> PROBLEM STATEMENT:
It would help if you retyped the data exactly, leaving out the pictures.

:: EXCERPTED RECORDS ::

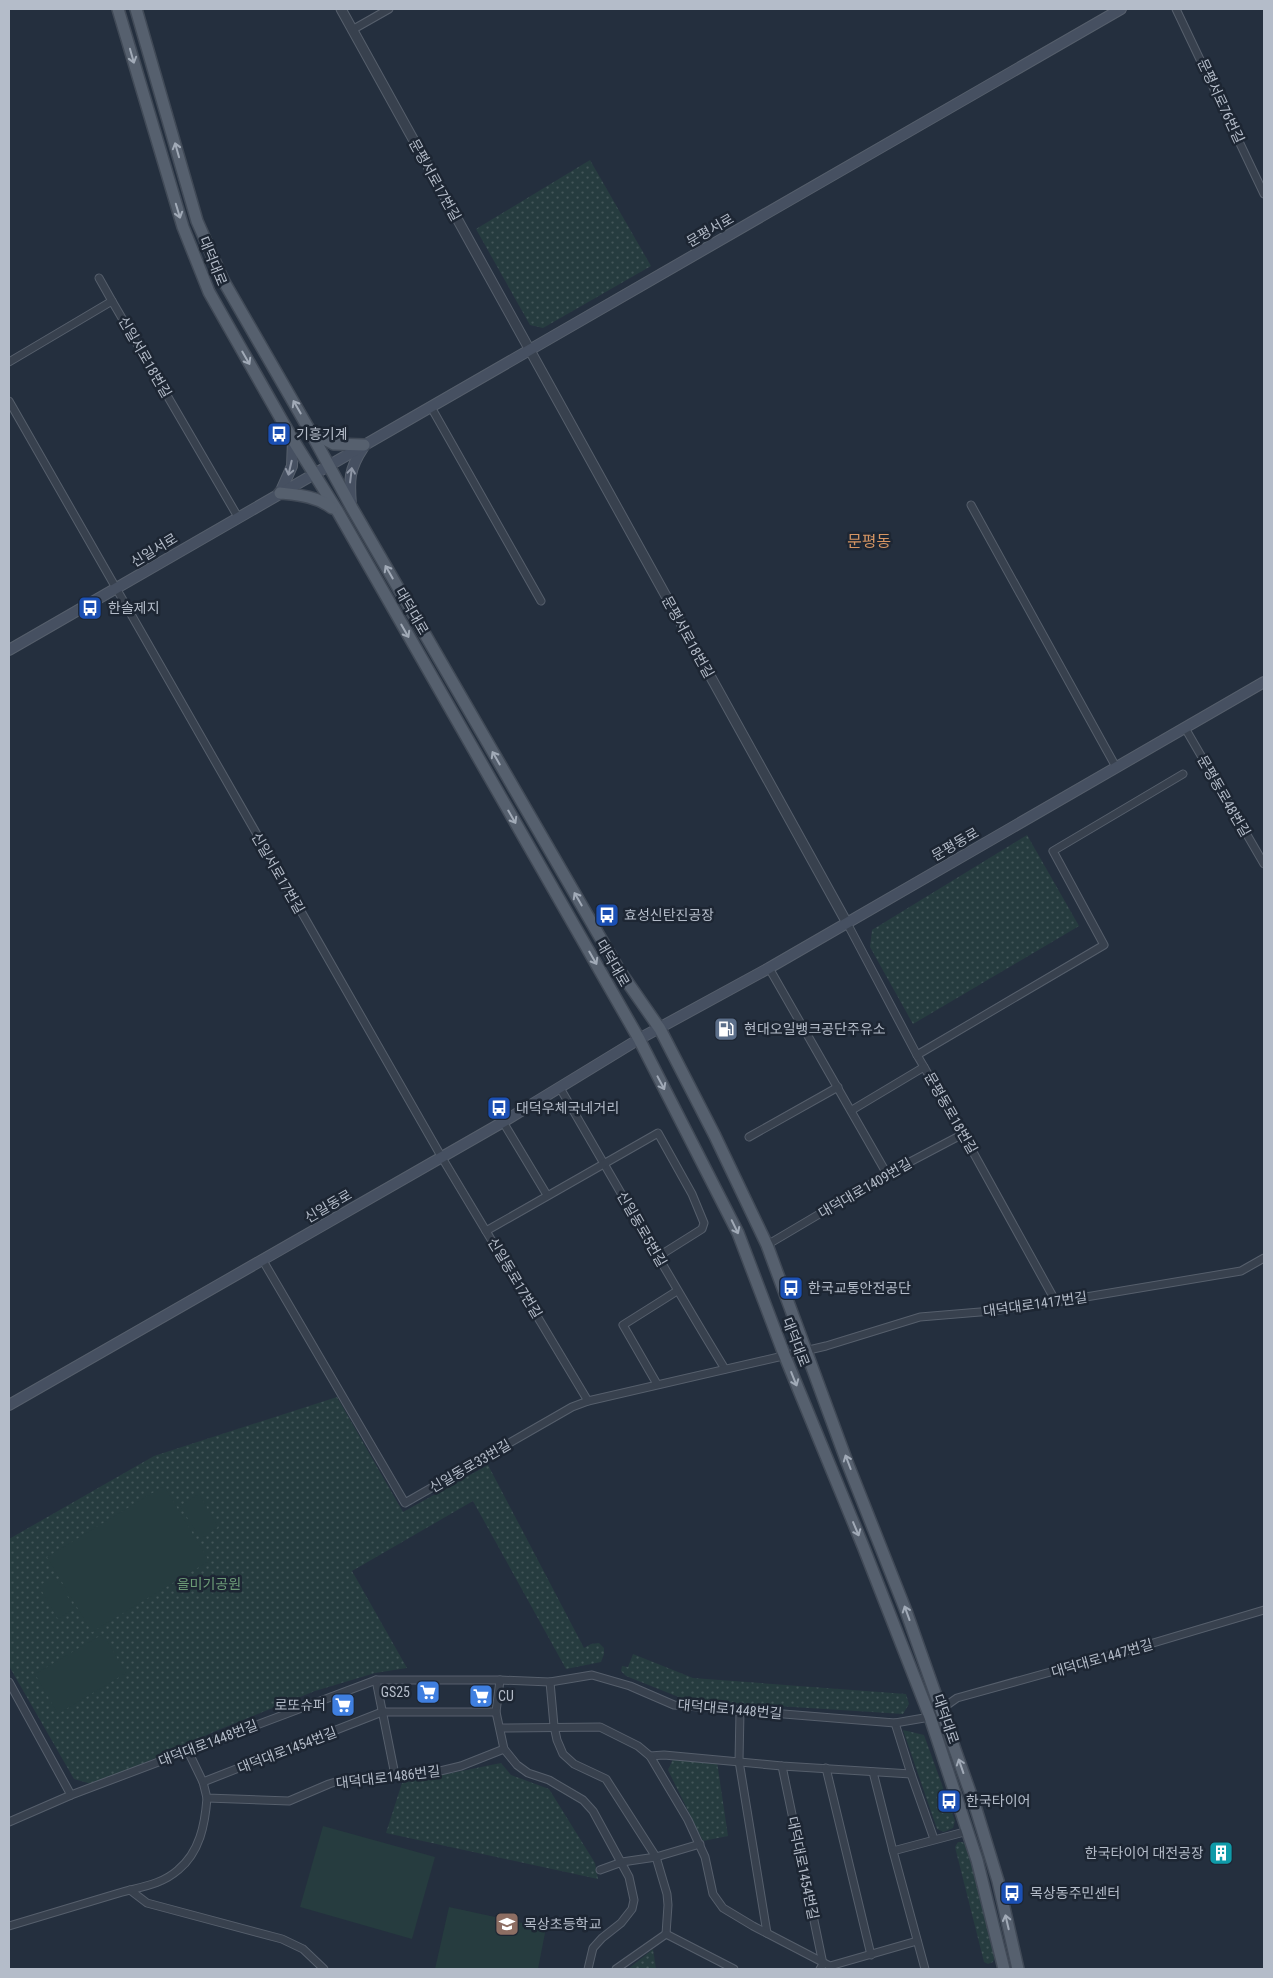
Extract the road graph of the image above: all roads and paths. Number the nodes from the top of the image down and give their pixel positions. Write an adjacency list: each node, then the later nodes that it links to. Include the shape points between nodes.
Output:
1 (118, 9): 16 (main road, 대덕대로, one-way to 16, via 183,227 209,292)
2 (136, 9): 15 (main road, 대덕대로, one-way to 2, via 223,280 197,221)
3 (340, 9): 7 (street, 문평서로17번길)
4 (389, 9): 7 (street)
5 (1121, 9): 11 (main road, 문평서로)
6 (1176, 9): 8 (street, 문평서로76번길)
7 (352, 30): 11 (street, 문평서로17번길)
8 (1264, 194)
9 (99, 278): 10 (street)
10 (112, 301): 12 (street, 신일서로18번길); 24 (street, 신일서로18번길)
11 (528, 351): 14 (main road, 문평서로); 33 (street, 문평서로18번길)
12 (9, 362)
13 (9, 401): 25 (street)
14 (431, 407): 17 (main road, 문평서로); 26 (street)
15 (310, 431): 17 (main road, via 334,444); 18 (main road, 대덕대로)
16 (293, 440): 19 (main road, 대덕대로); 20 (main road, one-way to 20, via 292,466)
17 (364, 446): 18 (main road, 문평서로); 22 (main road, one-way to 17, via 350,473)
18 (328, 465): 19 (main road, 문평서로); 22 (main road, 대덕대로)
19 (313, 474): 20 (main road, 신일서로); 23 (main road, 대덕대로)
20 (280, 493): 23 (main road, via 309,496); 24 (main road, 신일서로)
21 (971, 506): 30 (street)
22 (352, 508): 35 (main road, 대덕대로, one-way to 22, via 619,970)
23 (338, 512): 36 (main road, 대덕대로, one-way to 36)
24 (238, 517): 25 (main road, 신일서로)
25 (116, 589): 27 (main road, 신일서로); 45 (street, 신일서로17번길)
26 (541, 601)
27 (9, 650)
28 (1264, 682): 29 (main road, 문평동로)
29 (1185, 728): 30 (main road, 문평동로); 32 (street, 문평동로48번길)
30 (1116, 767): 33 (main road, 문평동로)
31 (1184, 774): 37 (street, via 1053,851 1104,944)
32 (1264, 864)
33 (847, 923): 34 (main road, 문평동로); 37 (street, 문평동로18번길)
34 (769, 968): 35 (main road, 문평동로); 39 (street)
35 (660, 1029): 36 (main road, 신일동로); 50 (main road, 대덕대로)
36 (639, 1039): 40 (main road, 신일동로); 57 (main road, 대덕대로, one-way to 57, via 738,1232)
37 (917, 1055): 38 (street, 문평동로18번길)
38 (924, 1066): 41 (street); 43 (street, 문평동로18번길)
39 (838, 1087): 41 (street); 44 (street)
40 (560, 1088): 42 (main road, 신일동로); 46 (street, 신일동로5번길)
41 (852, 1110): 47 (street)
42 (503, 1122): 45 (main road, 신일동로); 48 (street)
43 (963, 1134): 47 (street, 대덕대로1409번길); 55 (street, 문평동로18번길)
44 (749, 1136)
45 (441, 1156): 49 (street, 신일동로17번길); 53 (main road, 신일동로)
46 (604, 1163): 48 (street); 51 (street, 신일동로5번길); 51 (street, via 658,1133 692,1194 704,1223 702,1229)
47 (887, 1174): 50 (street, 대덕대로1409번길)
48 (547, 1195): 49 (street)
49 (486, 1231): 60 (street, 신일동로17번길)
50 (767, 1245): 56 (main road, 대덕대로)
51 (659, 1256): 54 (street, 신일동로5번길)
52 (1264, 1258): 55 (street, 대덕대로1417번길, via 1241,1271)
53 (262, 1259): 60 (street, 신일동로33번길, via 405,1503 572,1407); 61 (main road, 신일동로)
54 (677, 1291): 58 (street, 신일동로5번길); 59 (street, via 623,1325)
55 (1056, 1302): 56 (street, 대덕대로1417번길, via 920,1317 826,1346)
56 (806, 1349): 57 (street, 신일동로33번길); 67 (main road, 대덕대로, one-way to 56)
57 (784, 1354): 58 (street, 신일동로33번길); 71 (main road, 대덕대로, one-way to 71, via 864,1546)
58 (725, 1369): 59 (street, 신일동로33번길)
59 (657, 1384): 60 (street, 신일동로33번길)
60 (588, 1401)
61 (9, 1405)
62 (1264, 1610): 67 (street, 대덕대로1447번길, via 1134,1650 958,1698)
63 (376, 1680): 64 (street, 대덕대로1448번길); 69 (street); 76 (street, 대덕대로1448번길)
64 (500, 1680): 66 (street, 대덕대로1448번길); 70 (street)
65 (9, 1682): 85 (street)
66 (550, 1682): 68 (street, 대덕대로1448번길, via 592,1675 630,1686 674,1705); 73 (street)
67 (942, 1710): 71 (street, 대덕대로1448번길); 102 (main road, 대덕대로, one-way to 67, via 998,1881)
68 (740, 1711): 72 (street, 대덕대로1448번길); 78 (street)
69 (382, 1712): 70 (street, 대덕대로1454번길); 83 (street); 84 (street, 대덕대로1454번길)
70 (496, 1712): 74 (street)
71 (930, 1717): 72 (street, 대덕대로1448번길); 88 (main road, 대덕대로)
72 (895, 1723): 82 (street)
73 (554, 1726): 74 (street); 77 (street, via 600,1727 638,1746); 92 (street, via 563,1754 574,1764 606,1780)
74 (501, 1728): 75 (street)
75 (504, 1749): 83 (street, 대덕대로1486번길, via 447,1770); 93 (street, via 528,1773 549,1780 583,1800 593,1811)
76 (188, 1751): 84 (street); 85 (street, 대덕대로1448번길)
77 (650, 1756): 78 (street); 90 (street)
78 (739, 1761): 79 (street); 97 (street)
79 (782, 1766): 80 (street); 101 (street, 대덕대로1454번길)
80 (826, 1768): 81 (street); 100 (street)
81 (873, 1772): 82 (street); 91 (street)
82 (910, 1774): 89 (street)
83 (395, 1775): 86 (street, 대덕대로1486번길, via 345,1779 289,1801)
84 (203, 1782): 86 (street)
85 (71, 1795): 87 (street, 대덕대로1448번길)
86 (208, 1798): 95 (street, via 205,1824 196,1848 179,1870 156,1884)
87 (9, 1822)
88 (968, 1831): 89 (street); 108 (main road, 대덕대로)
89 (934, 1839): 91 (street)
90 (700, 1844): 92 (street); 97 (street, via 713,1894 723,1908)
91 (893, 1851): 99 (street)
92 (656, 1857): 93 (street); 98 (street, via 667,1894)
93 (622, 1862): 94 (street); 104 (street, via 632,1889 632,1909 593,1948)
94 (600, 1870)
95 (130, 1890): 96 (street); 103 (street, via 147,1903 282,1939 303,1949)
96 (9, 1926)
97 (767, 1933): 101 (street)
98 (666, 1934): 105 (street); 106 (street)
99 (918, 1941): 100 (street); 107 (street)
100 (871, 1955): 101 (street)
101 (821, 1967)
102 (1015, 1968)
103 (324, 1969)
104 (588, 1969)
105 (616, 1969)
106 (734, 1969)
107 (925, 1969)
108 (1004, 1969)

:::

> ANSWER TO THIS PROBLEM:
Extract the road graph of the image above: all roads and paths. Number the nodes from the top of the image down and give their pixel positions. Write an adjacency list: each node, then the later nodes that it links to. Include the shape points between nodes.
Output:
1 (118, 9): 16 (main road, 대덕대로, one-way to 16, via 183,227 209,292)
2 (136, 9): 15 (main road, 대덕대로, one-way to 2, via 223,280 197,221)
3 (340, 9): 7 (street, 문평서로17번길)
4 (389, 9): 7 (street)
5 (1121, 9): 11 (main road, 문평서로)
6 (1176, 9): 8 (street, 문평서로76번길)
7 (352, 30): 11 (street, 문평서로17번길)
8 (1264, 194)
9 (99, 278): 10 (street)
10 (112, 301): 12 (street, 신일서로18번길); 24 (street, 신일서로18번길)
11 (528, 351): 14 (main road, 문평서로); 33 (street, 문평서로18번길)
12 (9, 362)
13 (9, 401): 25 (street)
14 (431, 407): 17 (main road, 문평서로); 26 (street)
15 (310, 431): 17 (main road, via 334,444); 18 (main road, 대덕대로)
16 (293, 440): 19 (main road, 대덕대로); 20 (main road, one-way to 20, via 292,466)
17 (364, 446): 18 (main road, 문평서로); 22 (main road, one-way to 17, via 350,473)
18 (328, 465): 19 (main road, 문평서로); 22 (main road, 대덕대로)
19 (313, 474): 20 (main road, 신일서로); 23 (main road, 대덕대로)
20 (280, 493): 23 (main road, via 309,496); 24 (main road, 신일서로)
21 (971, 506): 30 (street)
22 (352, 508): 35 (main road, 대덕대로, one-way to 22, via 619,970)
23 (338, 512): 36 (main road, 대덕대로, one-way to 36)
24 (238, 517): 25 (main road, 신일서로)
25 (116, 589): 27 (main road, 신일서로); 45 (street, 신일서로17번길)
26 (541, 601)
27 (9, 650)
28 (1264, 682): 29 (main road, 문평동로)
29 (1185, 728): 30 (main road, 문평동로); 32 (street, 문평동로48번길)
30 (1116, 767): 33 (main road, 문평동로)
31 (1184, 774): 37 (street, via 1053,851 1104,944)
32 (1264, 864)
33 (847, 923): 34 (main road, 문평동로); 37 (street, 문평동로18번길)
34 (769, 968): 35 (main road, 문평동로); 39 (street)
35 (660, 1029): 36 (main road, 신일동로); 50 (main road, 대덕대로)
36 (639, 1039): 40 (main road, 신일동로); 57 (main road, 대덕대로, one-way to 57, via 738,1232)
37 (917, 1055): 38 (street, 문평동로18번길)
38 (924, 1066): 41 (street); 43 (street, 문평동로18번길)
39 (838, 1087): 41 (street); 44 (street)
40 (560, 1088): 42 (main road, 신일동로); 46 (street, 신일동로5번길)
41 (852, 1110): 47 (street)
42 (503, 1122): 45 (main road, 신일동로); 48 (street)
43 (963, 1134): 47 (street, 대덕대로1409번길); 55 (street, 문평동로18번길)
44 (749, 1136)
45 (441, 1156): 49 (street, 신일동로17번길); 53 (main road, 신일동로)
46 (604, 1163): 48 (street); 51 (street, 신일동로5번길); 51 (street, via 658,1133 692,1194 704,1223 702,1229)
47 (887, 1174): 50 (street, 대덕대로1409번길)
48 (547, 1195): 49 (street)
49 (486, 1231): 60 (street, 신일동로17번길)
50 (767, 1245): 56 (main road, 대덕대로)
51 (659, 1256): 54 (street, 신일동로5번길)
52 (1264, 1258): 55 (street, 대덕대로1417번길, via 1241,1271)
53 (262, 1259): 60 (street, 신일동로33번길, via 405,1503 572,1407); 61 (main road, 신일동로)
54 (677, 1291): 58 (street, 신일동로5번길); 59 (street, via 623,1325)
55 (1056, 1302): 56 (street, 대덕대로1417번길, via 920,1317 826,1346)
56 (806, 1349): 57 (street, 신일동로33번길); 67 (main road, 대덕대로, one-way to 56)
57 (784, 1354): 58 (street, 신일동로33번길); 71 (main road, 대덕대로, one-way to 71, via 864,1546)
58 (725, 1369): 59 (street, 신일동로33번길)
59 (657, 1384): 60 (street, 신일동로33번길)
60 (588, 1401)
61 (9, 1405)
62 (1264, 1610): 67 (street, 대덕대로1447번길, via 1134,1650 958,1698)
63 (376, 1680): 64 (street, 대덕대로1448번길); 69 (street); 76 (street, 대덕대로1448번길)
64 (500, 1680): 66 (street, 대덕대로1448번길); 70 (street)
65 (9, 1682): 85 (street)
66 (550, 1682): 68 (street, 대덕대로1448번길, via 592,1675 630,1686 674,1705); 73 (street)
67 (942, 1710): 71 (street, 대덕대로1448번길); 102 (main road, 대덕대로, one-way to 67, via 998,1881)
68 (740, 1711): 72 (street, 대덕대로1448번길); 78 (street)
69 (382, 1712): 70 (street, 대덕대로1454번길); 83 (street); 84 (street, 대덕대로1454번길)
70 (496, 1712): 74 (street)
71 (930, 1717): 72 (street, 대덕대로1448번길); 88 (main road, 대덕대로)
72 (895, 1723): 82 (street)
73 (554, 1726): 74 (street); 77 (street, via 600,1727 638,1746); 92 (street, via 563,1754 574,1764 606,1780)
74 (501, 1728): 75 (street)
75 (504, 1749): 83 (street, 대덕대로1486번길, via 447,1770); 93 (street, via 528,1773 549,1780 583,1800 593,1811)
76 (188, 1751): 84 (street); 85 (street, 대덕대로1448번길)
77 (650, 1756): 78 (street); 90 (street)
78 (739, 1761): 79 (street); 97 (street)
79 (782, 1766): 80 (street); 101 (street, 대덕대로1454번길)
80 (826, 1768): 81 (street); 100 (street)
81 (873, 1772): 82 (street); 91 (street)
82 (910, 1774): 89 (street)
83 (395, 1775): 86 (street, 대덕대로1486번길, via 345,1779 289,1801)
84 (203, 1782): 86 (street)
85 (71, 1795): 87 (street, 대덕대로1448번길)
86 (208, 1798): 95 (street, via 205,1824 196,1848 179,1870 156,1884)
87 (9, 1822)
88 (968, 1831): 89 (street); 108 (main road, 대덕대로)
89 (934, 1839): 91 (street)
90 (700, 1844): 92 (street); 97 (street, via 713,1894 723,1908)
91 (893, 1851): 99 (street)
92 (656, 1857): 93 (street); 98 (street, via 667,1894)
93 (622, 1862): 94 (street); 104 (street, via 632,1889 632,1909 593,1948)
94 (600, 1870)
95 (130, 1890): 96 (street); 103 (street, via 147,1903 282,1939 303,1949)
96 (9, 1926)
97 (767, 1933): 101 (street)
98 (666, 1934): 105 (street); 106 (street)
99 (918, 1941): 100 (street); 107 (street)
100 (871, 1955): 101 (street)
101 (821, 1967)
102 (1015, 1968)
103 (324, 1969)
104 (588, 1969)
105 (616, 1969)
106 (734, 1969)
107 (925, 1969)
108 (1004, 1969)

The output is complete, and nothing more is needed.